The SOTA program, enacted in 2017, relocates New York City homeless families across the country with a full year’s worth of rent paid up front. In most cases, according to Newark’s complaint, the receiving city is unaware that SOTA recipients are being relocated from New York City.
The suit, which was filed Monday in federal court and names New York City Mayor Bill de Blasio and Department of Social Services Commissioner Steven Banks, alleges New York City is violating interstate commerce rules by coercing families to sign leases for uninhabitable and at times illegal apartments, ignoring their complaints and issues as well as not letting local officials know where the program is operating.
According to court documents, Newark believes that more than 1,000 families were placed in the city. Although Newark claims it has identified several SOTA recipients who were unlawfully coerced to move to Newark, the complaint says that New York City refuses to disclose the identities of all of the SOTA recipients placed in Newark.
Allegedly, the reason why Newark was made aware of the “coerced migration” scheme was because SOTA recipients have complained directly to Newark.
In one instance, a woman who was relocated to Newark described being pressured to leave a New York homeless shelter after she was told she “had overstayed her time there,” was given only 10 minutes to inspect an apartment and signed the lease online, court documents show.
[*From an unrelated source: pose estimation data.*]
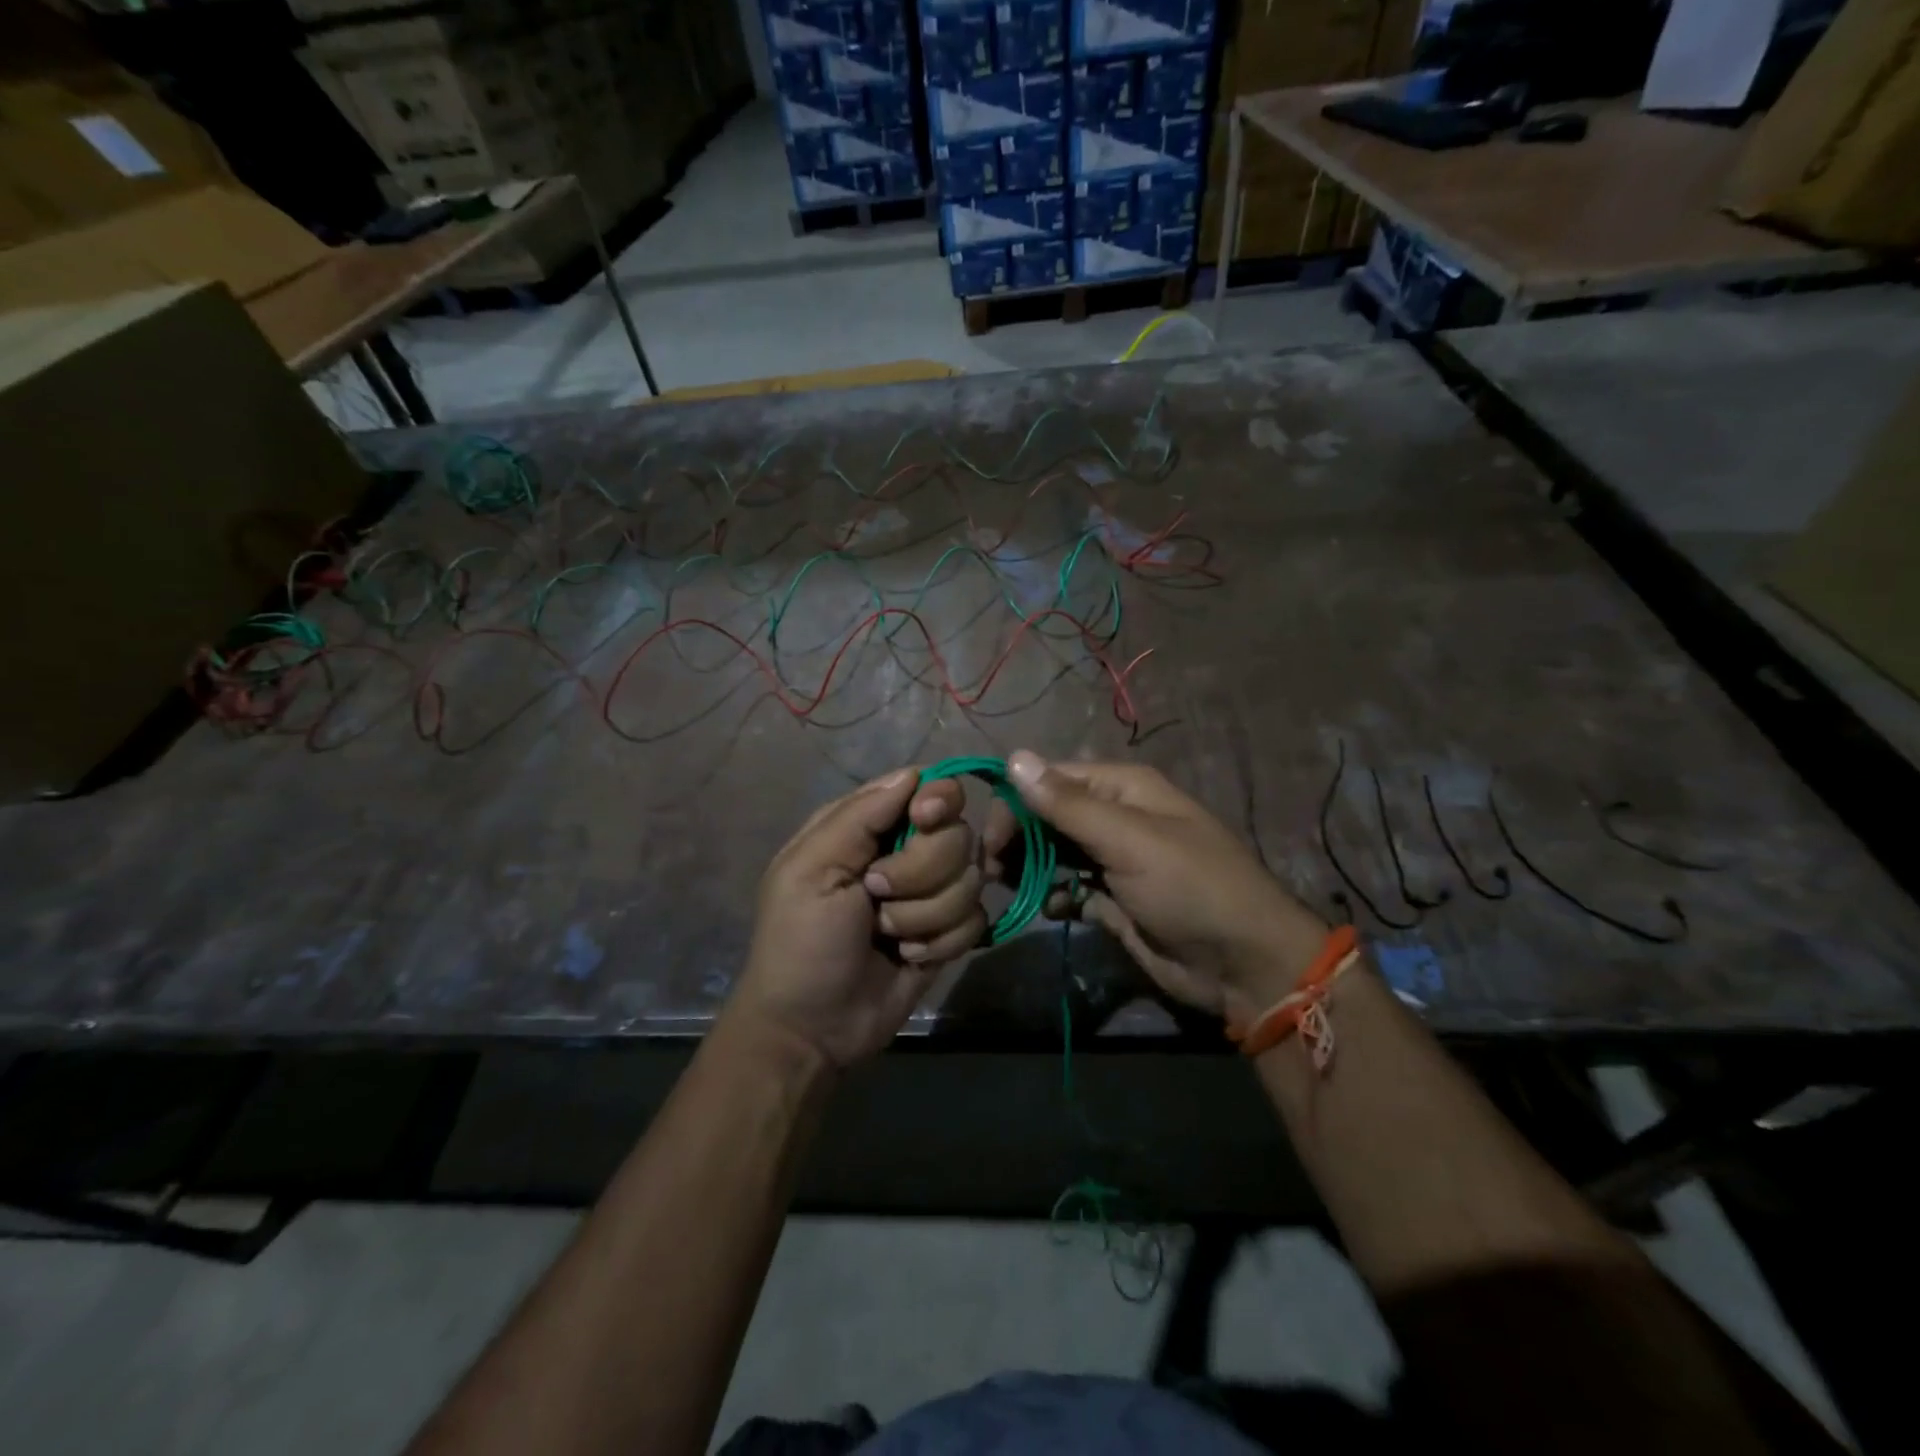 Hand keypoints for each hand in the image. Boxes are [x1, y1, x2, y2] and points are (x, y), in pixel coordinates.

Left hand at [731, 768, 985, 1069]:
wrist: (812, 1028)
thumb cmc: (800, 941)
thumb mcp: (811, 870)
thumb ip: (860, 815)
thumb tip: (914, 773)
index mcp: (868, 827)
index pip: (928, 789)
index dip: (937, 801)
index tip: (924, 822)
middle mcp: (906, 852)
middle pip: (957, 834)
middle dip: (921, 872)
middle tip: (878, 896)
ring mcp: (931, 894)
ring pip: (971, 880)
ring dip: (926, 915)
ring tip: (887, 936)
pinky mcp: (949, 933)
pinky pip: (976, 920)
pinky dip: (941, 942)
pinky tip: (908, 958)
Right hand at [988, 751, 1328, 1023]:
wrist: (1243, 963)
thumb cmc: (1189, 888)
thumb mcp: (1129, 840)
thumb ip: (1069, 804)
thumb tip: (1014, 757)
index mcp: (1123, 789)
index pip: (1052, 779)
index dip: (1016, 803)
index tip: (989, 840)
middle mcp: (1116, 817)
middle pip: (1049, 815)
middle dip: (1018, 837)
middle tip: (992, 870)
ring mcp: (1114, 860)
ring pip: (1055, 852)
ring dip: (1031, 867)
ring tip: (1010, 888)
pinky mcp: (1114, 899)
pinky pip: (1071, 888)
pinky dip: (1056, 896)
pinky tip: (1055, 909)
According to the complaint, during her stay in the property she experienced a number of issues including the collapse of the bathroom ceiling, no heat, a non-working toilet that the landlord told her it was her problem to fix. She also allegedly experienced an infestation of roaches and rodents as well as broken pipes that led to flooding. Her landlord allegedly never addressed the issues when she complained. It was when she allegedly reported the conditions to Newark officials that they inspected the premises and the building was condemned.
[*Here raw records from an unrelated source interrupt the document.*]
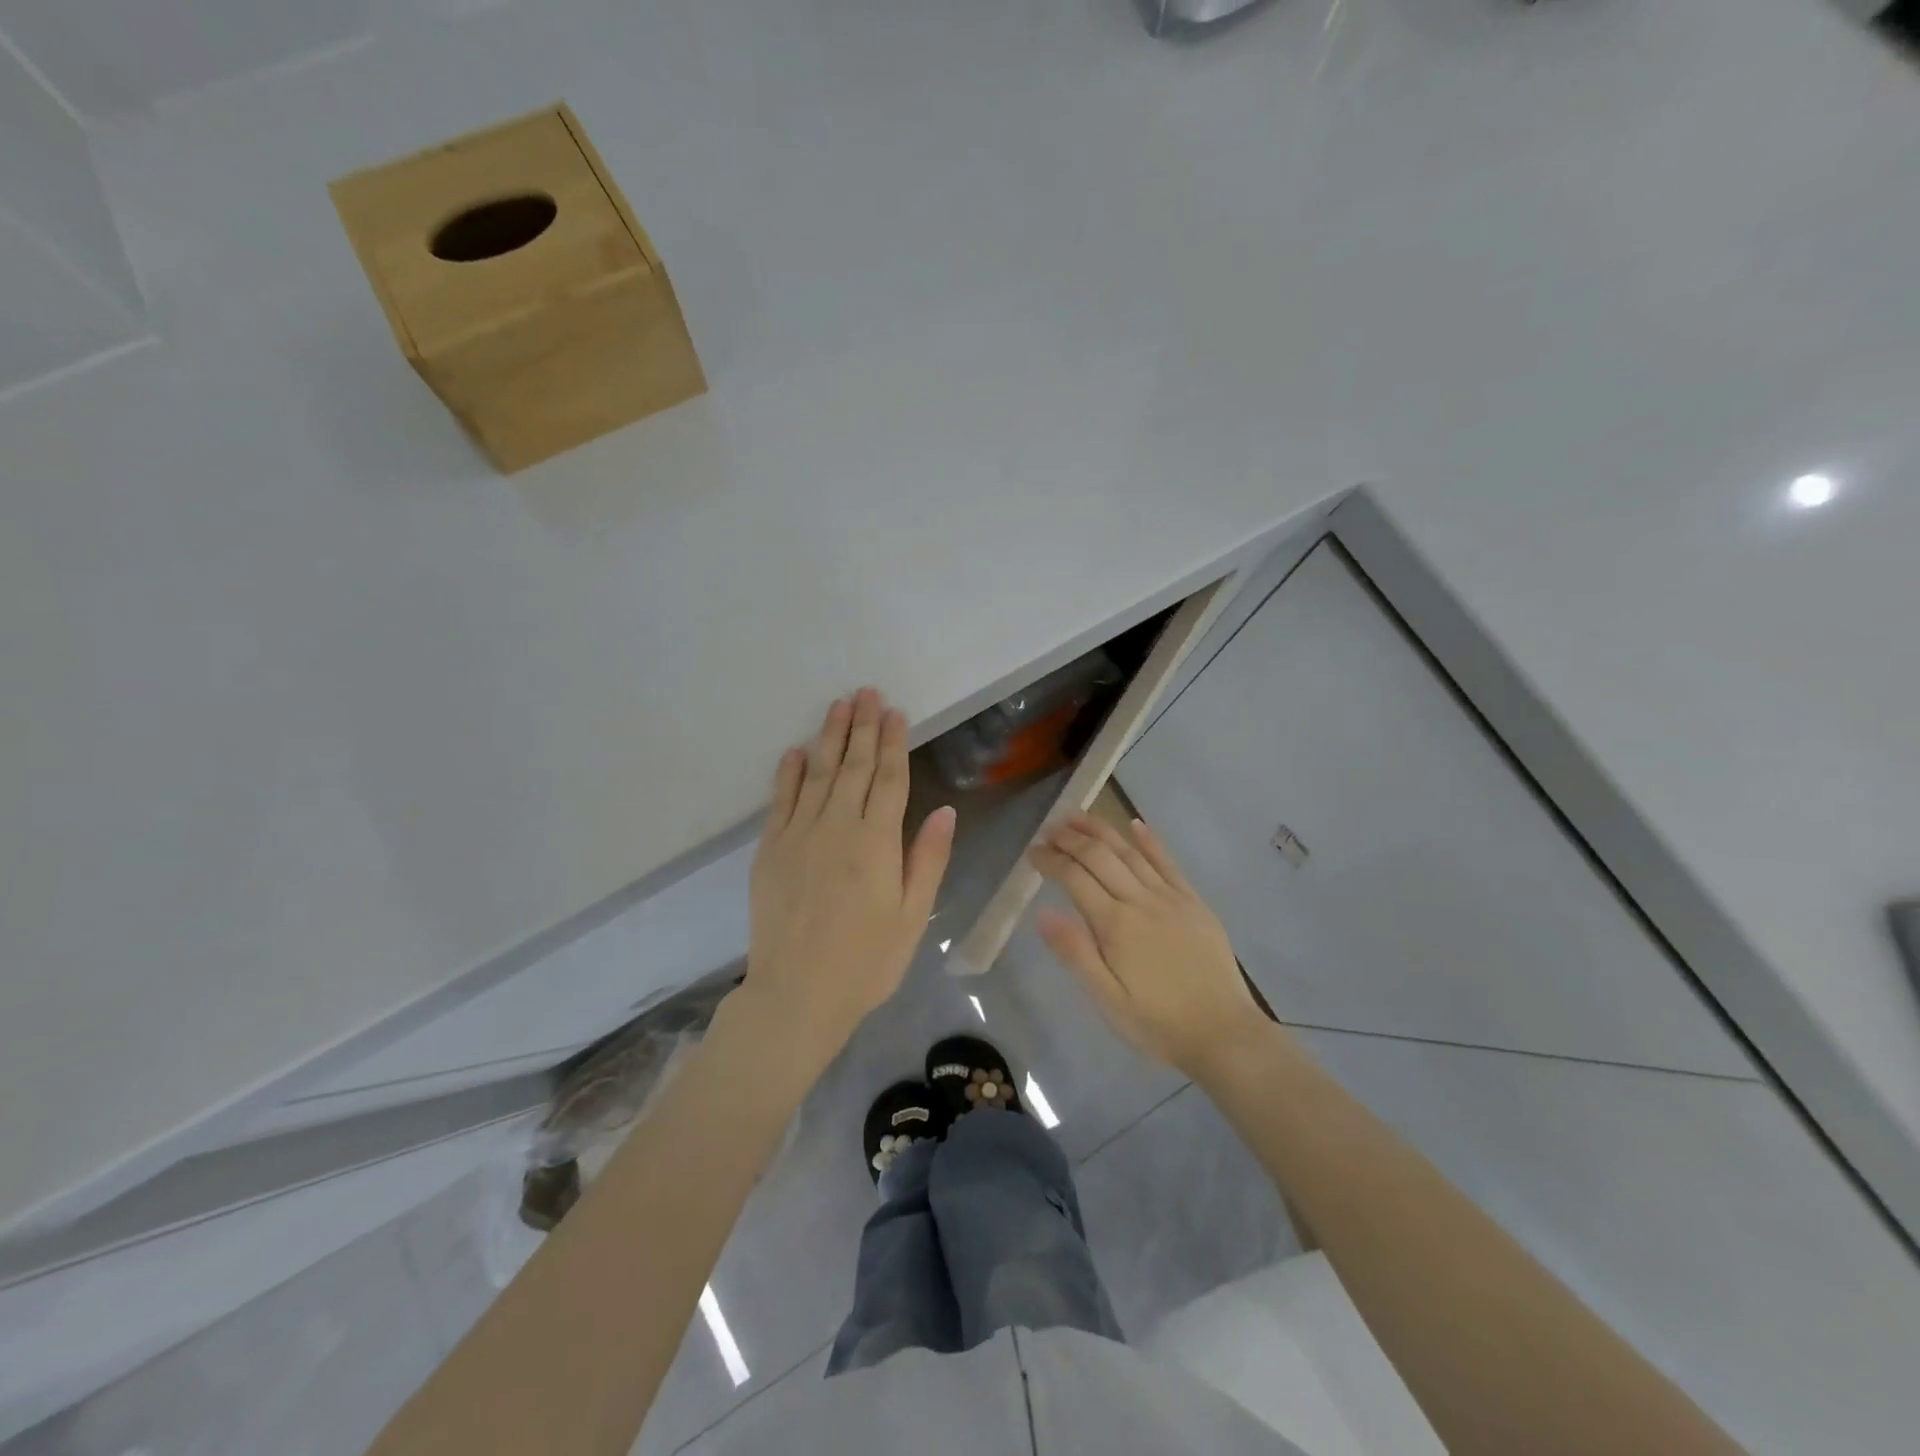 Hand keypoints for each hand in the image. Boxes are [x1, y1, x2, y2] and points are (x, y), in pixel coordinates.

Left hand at [741, 688, 955, 1060]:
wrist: (797, 994)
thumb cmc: (866, 962)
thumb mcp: (912, 917)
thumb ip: (927, 860)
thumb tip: (944, 810)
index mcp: (877, 843)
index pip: (889, 779)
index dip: (894, 743)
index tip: (895, 712)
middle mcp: (838, 827)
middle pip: (853, 766)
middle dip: (862, 726)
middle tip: (866, 692)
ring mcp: (799, 835)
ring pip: (817, 773)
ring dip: (828, 737)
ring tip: (838, 705)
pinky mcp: (770, 849)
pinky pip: (780, 800)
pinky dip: (788, 772)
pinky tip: (795, 751)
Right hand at [1031, 811, 1266, 1077]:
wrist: (1224, 1034)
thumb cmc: (1157, 1024)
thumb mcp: (1108, 1000)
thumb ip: (1075, 953)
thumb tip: (1042, 913)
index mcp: (1115, 925)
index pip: (1074, 878)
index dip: (1051, 860)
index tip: (1032, 851)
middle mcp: (1141, 901)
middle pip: (1100, 857)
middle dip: (1071, 838)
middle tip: (1049, 828)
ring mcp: (1171, 898)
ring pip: (1130, 852)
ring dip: (1102, 830)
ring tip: (1078, 816)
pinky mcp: (1194, 902)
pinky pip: (1168, 863)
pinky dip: (1149, 841)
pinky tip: (1135, 824)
In another example provided in the complaint, a mother of three in a shelter said she wanted to stay in New York City but was told the vouchers weren’t sufficient to cover rent. She was then allegedly taken to tour New Jersey homes -- her first time in the sate. She also felt pressured to choose one of the apartments, according to the complaint.
After moving in, the mother alleges she experienced a number of power and heat-related problems including that the lights stopped working. Even though she called DHS headquarters, according to the complaint, her calls were never answered.
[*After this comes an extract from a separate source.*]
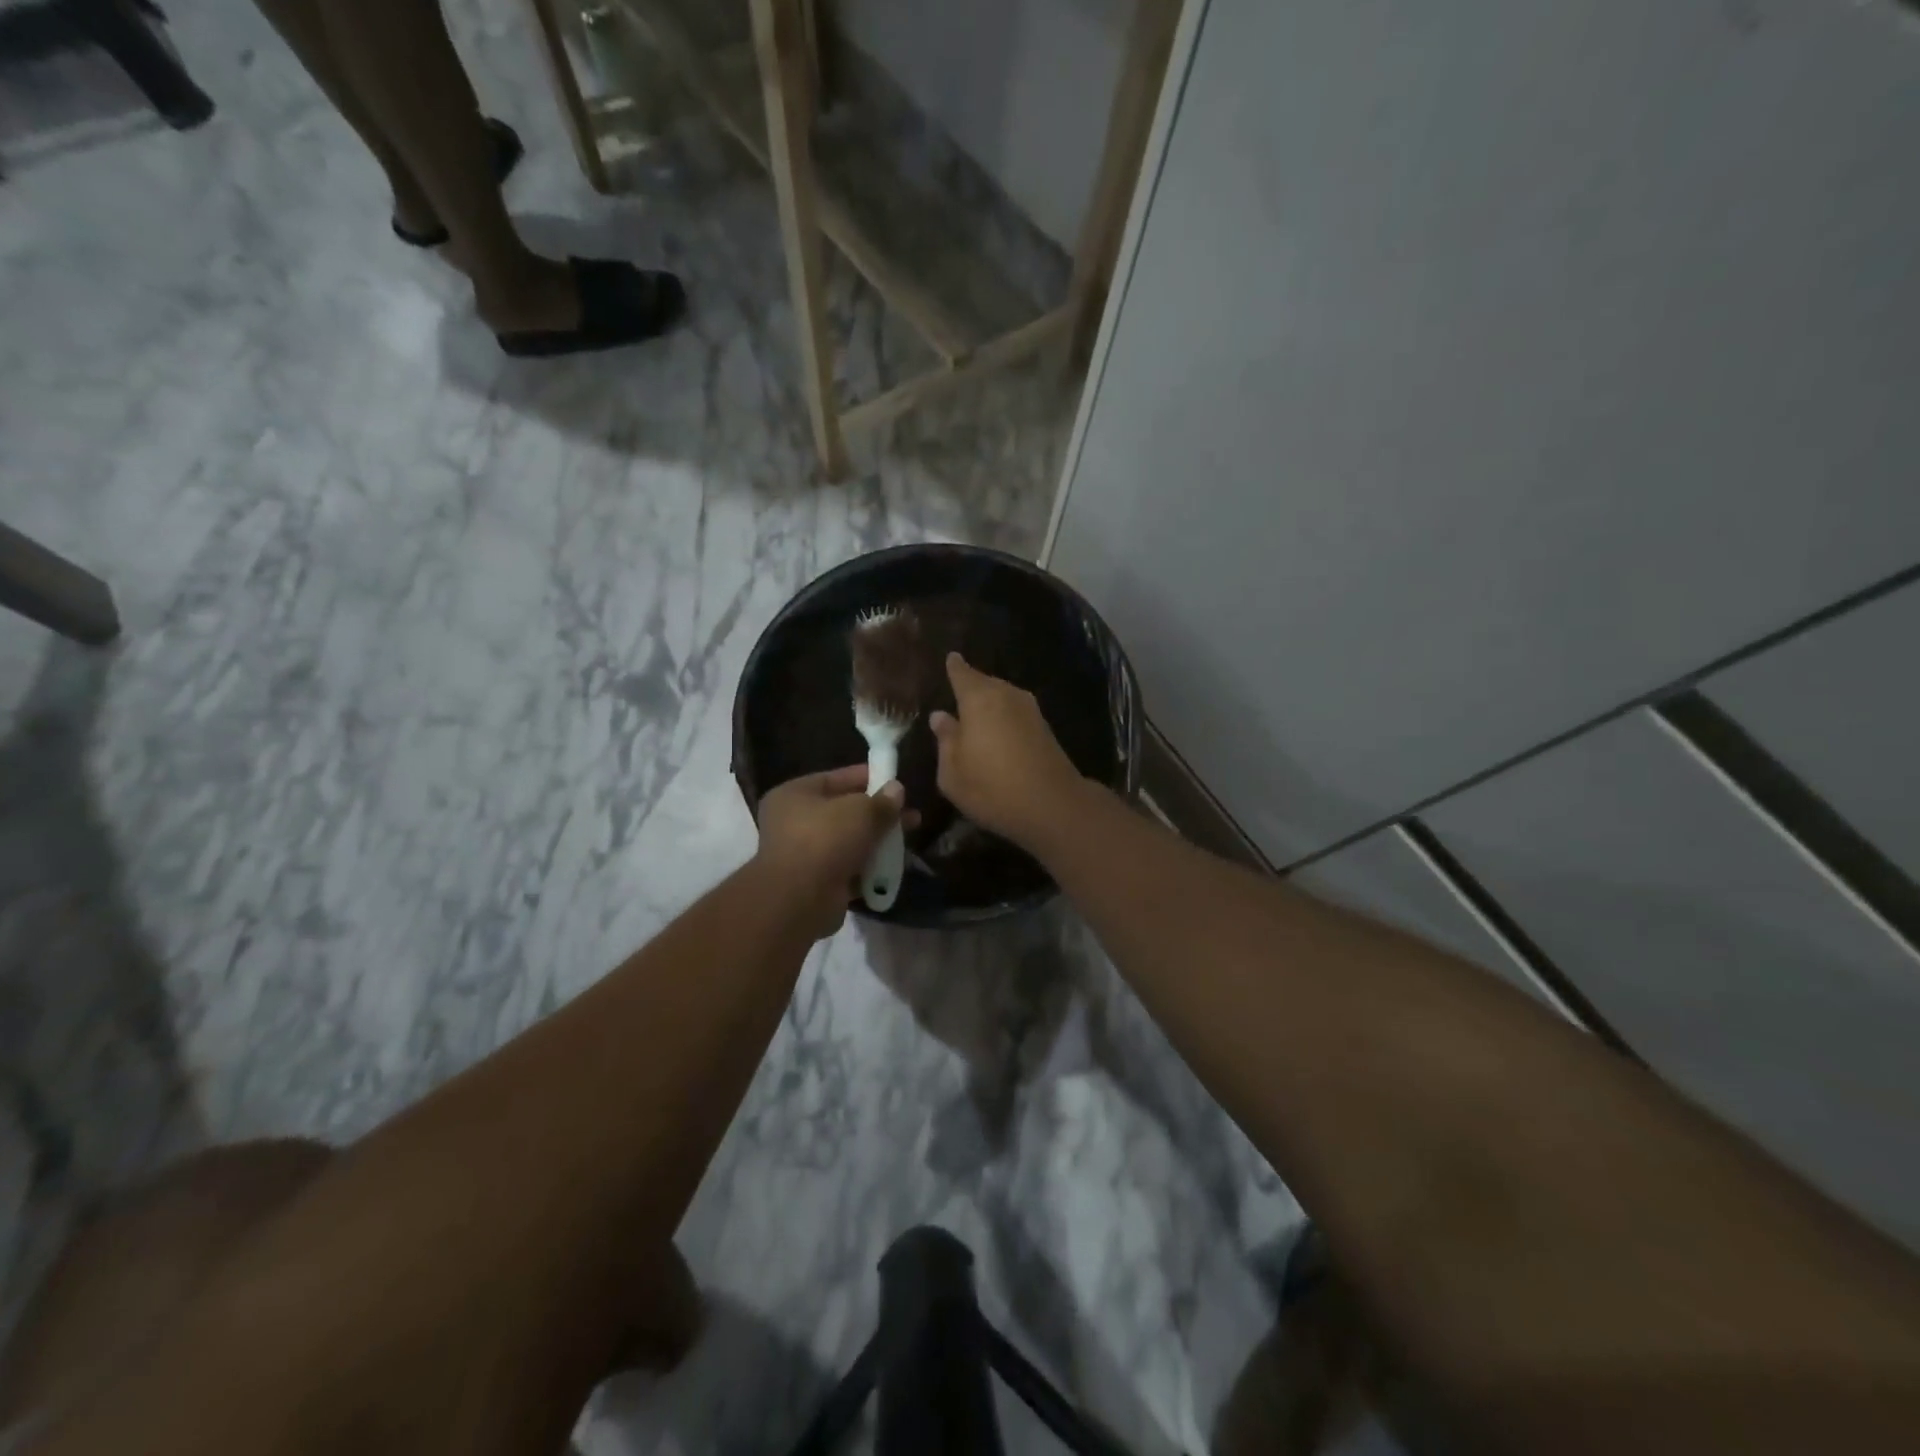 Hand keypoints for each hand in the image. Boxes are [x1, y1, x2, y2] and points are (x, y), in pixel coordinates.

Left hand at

When she went to the utility company servicing Newark she was told that her apartment was not listed and that no meter was running to her third-floor unit.
Additionally, Newark notes that the legal action is not a motion against homeless people.
“Newark does not blame the victims of the actions of the Defendants. Newark is a welcoming community that also recognizes the difficulties associated with homelessness. Newark is willing to work with all local and state officials, whether such officials are from new Jersey or New York, to seek intelligent, well-thought-out, pragmatic solutions to the problems facing indigent persons,” according to a Brief of Support document filed by Newark.
Newark claims that New York City’s SOTA program “coerces a vulnerable group into uninhabitable, and sometimes illegal, housing” potentially putting them in harms way.
Additionally, Newark claims that the “program also creates a perverse disincentive for local landlords” adding that “what matters to Defendants is that once the full-year rent check is cashed, the SOTA recipients are no longer their concern.”
Newark is seeking a temporary restraining order against the de Blasio administration to stop it from implementing the program in Newark. The complaint also asks for a list of all families relocated to Newark and amounts paid to landlords up front. Additionally, it is demanding a financial fund to help accommodate families who want to stay in Newark.
In a statement to News 4, Avery Cohen, deputy secretary for de Blasio's office said: “In the face of a regional housing crisis, the City of Newark has inexplicably taken a page from the Trump playbook, building a wall to single out and prevent families from seeking housing where they want to live. This is wrong, hypocritical, and amounts to nothing short of income-based discrimination. We will continue to fight to ensure that families have the right to seek stable and safe housing.”
On Monday, de Blasio appeared on the program "Inside City Hall" and also addressed the matter.
"These are human beings who we are trying to help not be on the street and not be in shelter and have some kind of better life," he said. "It is not just a New York City problem, it is not just a Newark problem, it is a regional problem, and an American problem, so we should be trying to work on this together."
De Blasio went on to say: "But the point here is that human need is human need. And we want to help people back on their feet, and that’s the whole origin of this program, is where is a place that someone can actually get a decent place to live? We will help them. We know the problem in New York City increasingly is even when people have vouchers there’s no place to use them."